Why your kid is bored at church and school

Normal is fading away. Governments and industries and schools like normal, because it’s easier, it scales and it’s profitable. But people don’t like it – we want to be who we are, not who some marketer tells us to be. – Seth Godin

 

Bored out my mind.

Nothing can give a parent more confusion and frustration than dealing with a child who is bored with their life.  Particularly in the arenas of school and church (if you are a part of either), so many kids are enduring the normal everyday humdrum of life in our educational institutions.  We work, striving hard everyday to provide for their needs, take care of their roller coaster emotions, and give insight to their troubled minds.  Life is hard for us.  But we’ve been down the block a little bit.  Life is hard for them too.  They’re experiencing it for the first time.

I’m not writing from the perspective of a parent who has figured it all out completely.  My kid didn’t come out with an instruction manual either.  I’m almost 43 years old, the parent of two teenage boys and two almost preteen girls and I can honestly tell you…like Indiana Jones, my wife and I are just figuring this out as we go along!

But today I want to give you a few reasons why your kid is bored at church and school.  I hope you will allow me to be direct.  And please understand, I’m not scolding you, I’m scolding myself.  The applications and implications for us as parents are for sure heavy and will be difficult, but I believe in you and me.  I believe in our ability to see past what our culture tells us about our children and into what God is telling us about who we are and who they are.  I hope you find this enlightening, challenging, and intensely practical today.  That is my goal.

Some of these reasons apply to your kid, but don’t assume a one size fits all.  I’m going to address a few issues and hopefully you can pick out the things that make the most sense to you.

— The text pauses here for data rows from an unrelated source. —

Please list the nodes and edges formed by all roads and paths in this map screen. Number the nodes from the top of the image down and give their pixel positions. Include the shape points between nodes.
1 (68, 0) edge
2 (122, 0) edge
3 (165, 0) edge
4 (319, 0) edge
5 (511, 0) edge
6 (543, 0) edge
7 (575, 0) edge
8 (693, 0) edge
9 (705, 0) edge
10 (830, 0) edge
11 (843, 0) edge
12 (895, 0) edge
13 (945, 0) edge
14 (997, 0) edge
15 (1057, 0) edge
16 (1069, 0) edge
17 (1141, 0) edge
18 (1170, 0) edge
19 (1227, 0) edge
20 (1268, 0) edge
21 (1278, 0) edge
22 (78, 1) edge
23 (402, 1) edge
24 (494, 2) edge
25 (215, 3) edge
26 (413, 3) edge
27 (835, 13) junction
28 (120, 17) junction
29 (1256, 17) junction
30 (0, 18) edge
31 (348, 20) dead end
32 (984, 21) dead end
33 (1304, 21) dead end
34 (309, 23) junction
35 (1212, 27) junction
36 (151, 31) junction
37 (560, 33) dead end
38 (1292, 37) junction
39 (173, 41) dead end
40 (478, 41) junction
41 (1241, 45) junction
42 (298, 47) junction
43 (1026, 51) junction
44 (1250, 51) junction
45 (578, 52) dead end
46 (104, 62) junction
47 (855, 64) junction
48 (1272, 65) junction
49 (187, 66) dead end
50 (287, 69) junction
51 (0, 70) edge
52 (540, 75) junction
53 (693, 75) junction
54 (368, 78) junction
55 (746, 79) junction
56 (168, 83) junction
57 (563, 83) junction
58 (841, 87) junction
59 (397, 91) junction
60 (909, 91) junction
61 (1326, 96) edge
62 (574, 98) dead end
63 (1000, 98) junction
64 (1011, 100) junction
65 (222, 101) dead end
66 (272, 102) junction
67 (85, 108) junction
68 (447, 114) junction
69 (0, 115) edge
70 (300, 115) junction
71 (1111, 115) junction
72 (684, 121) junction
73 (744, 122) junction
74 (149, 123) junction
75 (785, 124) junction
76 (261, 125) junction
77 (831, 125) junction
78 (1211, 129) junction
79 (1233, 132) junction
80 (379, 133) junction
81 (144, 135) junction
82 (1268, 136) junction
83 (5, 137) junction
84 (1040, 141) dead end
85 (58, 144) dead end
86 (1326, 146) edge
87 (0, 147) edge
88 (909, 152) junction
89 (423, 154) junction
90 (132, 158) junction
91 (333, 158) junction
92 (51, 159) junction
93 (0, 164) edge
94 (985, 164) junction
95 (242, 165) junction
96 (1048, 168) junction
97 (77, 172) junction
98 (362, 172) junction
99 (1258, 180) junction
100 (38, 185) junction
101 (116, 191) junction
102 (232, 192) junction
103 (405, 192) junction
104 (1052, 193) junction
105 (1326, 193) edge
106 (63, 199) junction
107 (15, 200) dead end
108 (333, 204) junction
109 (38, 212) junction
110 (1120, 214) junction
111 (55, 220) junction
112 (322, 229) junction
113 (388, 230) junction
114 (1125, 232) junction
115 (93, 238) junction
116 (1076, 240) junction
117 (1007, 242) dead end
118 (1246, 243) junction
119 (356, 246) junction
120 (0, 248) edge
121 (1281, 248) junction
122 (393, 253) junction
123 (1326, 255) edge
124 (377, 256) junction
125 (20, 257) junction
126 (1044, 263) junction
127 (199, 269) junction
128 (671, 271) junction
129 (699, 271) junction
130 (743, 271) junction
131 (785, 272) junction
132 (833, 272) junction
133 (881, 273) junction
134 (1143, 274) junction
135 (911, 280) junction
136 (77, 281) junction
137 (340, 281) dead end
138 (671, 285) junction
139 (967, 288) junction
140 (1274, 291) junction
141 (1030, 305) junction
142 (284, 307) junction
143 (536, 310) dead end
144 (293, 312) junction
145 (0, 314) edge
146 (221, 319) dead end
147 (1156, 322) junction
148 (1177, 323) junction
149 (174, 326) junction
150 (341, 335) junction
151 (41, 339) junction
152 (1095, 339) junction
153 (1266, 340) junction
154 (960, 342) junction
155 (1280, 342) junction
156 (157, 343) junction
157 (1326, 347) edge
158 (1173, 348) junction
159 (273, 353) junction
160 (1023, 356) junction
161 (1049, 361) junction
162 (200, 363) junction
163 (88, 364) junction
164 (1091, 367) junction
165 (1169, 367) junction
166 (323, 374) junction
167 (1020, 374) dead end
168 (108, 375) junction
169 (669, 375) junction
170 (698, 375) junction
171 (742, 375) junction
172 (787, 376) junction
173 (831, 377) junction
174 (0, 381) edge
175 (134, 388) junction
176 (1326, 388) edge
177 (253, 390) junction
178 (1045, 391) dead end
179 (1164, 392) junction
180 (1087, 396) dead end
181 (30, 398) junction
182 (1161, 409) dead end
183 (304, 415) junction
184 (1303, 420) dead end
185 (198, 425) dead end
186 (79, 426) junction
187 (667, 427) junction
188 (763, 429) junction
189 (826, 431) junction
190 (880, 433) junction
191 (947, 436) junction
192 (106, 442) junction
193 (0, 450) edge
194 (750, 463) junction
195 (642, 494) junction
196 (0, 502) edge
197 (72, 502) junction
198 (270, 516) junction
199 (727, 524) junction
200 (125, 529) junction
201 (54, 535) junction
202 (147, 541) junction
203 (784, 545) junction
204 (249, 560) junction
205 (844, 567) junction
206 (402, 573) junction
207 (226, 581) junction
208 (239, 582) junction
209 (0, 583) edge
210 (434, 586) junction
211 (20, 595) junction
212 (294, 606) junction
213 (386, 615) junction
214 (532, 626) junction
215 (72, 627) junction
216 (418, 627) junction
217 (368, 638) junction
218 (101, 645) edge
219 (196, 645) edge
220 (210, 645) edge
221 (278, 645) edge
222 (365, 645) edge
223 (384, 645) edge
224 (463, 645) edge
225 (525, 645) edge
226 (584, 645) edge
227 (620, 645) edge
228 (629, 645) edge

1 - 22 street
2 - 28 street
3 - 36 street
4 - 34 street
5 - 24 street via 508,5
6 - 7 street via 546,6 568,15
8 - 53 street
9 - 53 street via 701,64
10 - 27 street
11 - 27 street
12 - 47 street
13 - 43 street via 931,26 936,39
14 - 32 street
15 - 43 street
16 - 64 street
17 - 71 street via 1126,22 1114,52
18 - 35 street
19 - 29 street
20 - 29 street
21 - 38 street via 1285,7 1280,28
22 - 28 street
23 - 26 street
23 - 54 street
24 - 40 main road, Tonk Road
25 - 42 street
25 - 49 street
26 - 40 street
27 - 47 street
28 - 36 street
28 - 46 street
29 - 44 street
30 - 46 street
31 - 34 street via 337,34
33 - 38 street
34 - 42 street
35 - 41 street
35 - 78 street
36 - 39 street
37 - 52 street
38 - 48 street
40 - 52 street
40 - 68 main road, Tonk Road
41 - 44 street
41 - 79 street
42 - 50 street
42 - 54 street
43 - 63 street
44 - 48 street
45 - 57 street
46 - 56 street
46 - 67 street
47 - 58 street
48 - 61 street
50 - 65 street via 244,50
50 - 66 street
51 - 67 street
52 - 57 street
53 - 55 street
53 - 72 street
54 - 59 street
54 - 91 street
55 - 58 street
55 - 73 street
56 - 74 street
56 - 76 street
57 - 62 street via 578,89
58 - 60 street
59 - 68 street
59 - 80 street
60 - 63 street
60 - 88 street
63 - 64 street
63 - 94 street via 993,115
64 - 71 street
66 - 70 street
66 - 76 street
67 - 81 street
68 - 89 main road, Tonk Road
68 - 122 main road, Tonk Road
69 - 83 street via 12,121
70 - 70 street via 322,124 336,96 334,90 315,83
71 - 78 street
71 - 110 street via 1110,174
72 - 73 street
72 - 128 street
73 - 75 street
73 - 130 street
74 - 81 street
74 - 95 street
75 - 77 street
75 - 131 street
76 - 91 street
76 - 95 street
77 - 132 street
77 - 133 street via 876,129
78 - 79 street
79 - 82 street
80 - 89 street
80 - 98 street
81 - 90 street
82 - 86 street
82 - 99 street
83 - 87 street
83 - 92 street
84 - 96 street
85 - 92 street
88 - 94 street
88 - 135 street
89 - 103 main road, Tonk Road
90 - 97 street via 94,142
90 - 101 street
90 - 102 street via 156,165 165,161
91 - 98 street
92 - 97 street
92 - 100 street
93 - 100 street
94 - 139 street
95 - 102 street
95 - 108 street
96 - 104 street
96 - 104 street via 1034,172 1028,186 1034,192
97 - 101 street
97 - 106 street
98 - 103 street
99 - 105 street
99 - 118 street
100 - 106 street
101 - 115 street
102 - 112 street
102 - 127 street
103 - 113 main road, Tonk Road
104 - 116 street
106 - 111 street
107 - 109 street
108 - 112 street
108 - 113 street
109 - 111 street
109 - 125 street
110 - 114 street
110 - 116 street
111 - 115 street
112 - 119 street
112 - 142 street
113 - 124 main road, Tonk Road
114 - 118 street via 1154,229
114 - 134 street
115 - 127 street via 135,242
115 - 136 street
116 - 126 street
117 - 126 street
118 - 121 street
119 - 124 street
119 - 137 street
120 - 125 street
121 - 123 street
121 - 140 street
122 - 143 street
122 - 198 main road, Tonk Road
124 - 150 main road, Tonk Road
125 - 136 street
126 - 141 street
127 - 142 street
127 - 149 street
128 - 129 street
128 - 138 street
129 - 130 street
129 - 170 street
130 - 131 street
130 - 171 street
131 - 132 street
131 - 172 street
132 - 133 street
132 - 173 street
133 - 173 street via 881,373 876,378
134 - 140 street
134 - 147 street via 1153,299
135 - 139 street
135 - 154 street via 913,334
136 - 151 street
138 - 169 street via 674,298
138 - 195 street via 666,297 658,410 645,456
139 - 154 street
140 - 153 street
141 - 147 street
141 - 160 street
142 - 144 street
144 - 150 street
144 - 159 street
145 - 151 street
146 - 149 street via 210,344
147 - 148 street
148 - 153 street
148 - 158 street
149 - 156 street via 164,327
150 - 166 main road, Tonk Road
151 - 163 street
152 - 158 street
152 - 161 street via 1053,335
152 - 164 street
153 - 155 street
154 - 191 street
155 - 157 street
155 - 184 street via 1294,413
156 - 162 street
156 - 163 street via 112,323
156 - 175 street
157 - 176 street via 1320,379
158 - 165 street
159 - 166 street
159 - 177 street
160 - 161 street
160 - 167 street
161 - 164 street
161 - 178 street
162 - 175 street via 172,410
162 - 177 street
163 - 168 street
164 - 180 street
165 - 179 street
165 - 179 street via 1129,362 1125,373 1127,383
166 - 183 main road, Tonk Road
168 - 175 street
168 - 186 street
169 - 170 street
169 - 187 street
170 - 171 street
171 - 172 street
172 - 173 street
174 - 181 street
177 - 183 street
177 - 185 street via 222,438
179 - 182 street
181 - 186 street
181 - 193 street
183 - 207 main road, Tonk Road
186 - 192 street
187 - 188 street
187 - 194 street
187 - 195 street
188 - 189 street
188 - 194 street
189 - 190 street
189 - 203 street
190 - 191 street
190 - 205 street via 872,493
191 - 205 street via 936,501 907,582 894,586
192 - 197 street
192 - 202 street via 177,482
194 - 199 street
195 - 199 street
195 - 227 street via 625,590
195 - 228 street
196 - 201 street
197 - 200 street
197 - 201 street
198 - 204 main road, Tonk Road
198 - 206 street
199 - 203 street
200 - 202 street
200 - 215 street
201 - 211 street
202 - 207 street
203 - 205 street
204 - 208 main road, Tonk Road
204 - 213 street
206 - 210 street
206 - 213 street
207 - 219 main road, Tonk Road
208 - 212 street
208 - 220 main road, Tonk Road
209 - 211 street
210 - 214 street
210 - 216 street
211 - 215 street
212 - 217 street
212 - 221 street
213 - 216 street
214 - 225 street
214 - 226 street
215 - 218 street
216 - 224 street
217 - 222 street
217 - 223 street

  1. Our kids are bored because our kids feel alone.  Let’s face it.  We live in a world where you can be tremendously connected with people in a digital fashion through the internet, cell phone access, video game multi-player scenarios, and social media. We can “connect” with people from the comfort of our own living rooms and bedrooms without ever having to leave the house, and we call that relationship.  Of course, there’s not real sacrifice of personal convenience in these relationships.  In fact, in the digital world, its almost all about convenience isn’t it?  But in the midst of this super technologically advanced society we live in here in the west, our kids are more disconnected than ever.  Why?  Because we’ve traded real human presence for artificial human presence.  Your kid feels alone because, he or she is alone.  The culture around us holds up the “Idol”.  You know the one I’m talking about.  The one most talented, most gifted, and most sexy that all of us can consume from them their great talent and skill for our own personal entertainment.  We value the one who overcomes it all to rise to the top.  While the rest of us sit and wait on our 15 minutes of fame to come put a spotlight on us, our kids are growing up in a world of parents and siblings that are focused on becoming the next great athlete or superstar or whatever.  Your kid feels alone because our culture values the individual over the community.  Go into your kids rooms today and see what they’ve done with all of the participation trophies they earned as kids.  Do you think they aren’t counting them in comparison to their brother or sisters trophies?  Is it possible that your kid is feeling alone because in your quest for them to aspire to excellence, they can never feel like they are ever worthy enough? Have you communicated to them that they are worthy and valuable even if they have no trophies to show on their shelf in life?  What can we do to limit the amount of time they spend on their devices and replace that with time spent with us and other people?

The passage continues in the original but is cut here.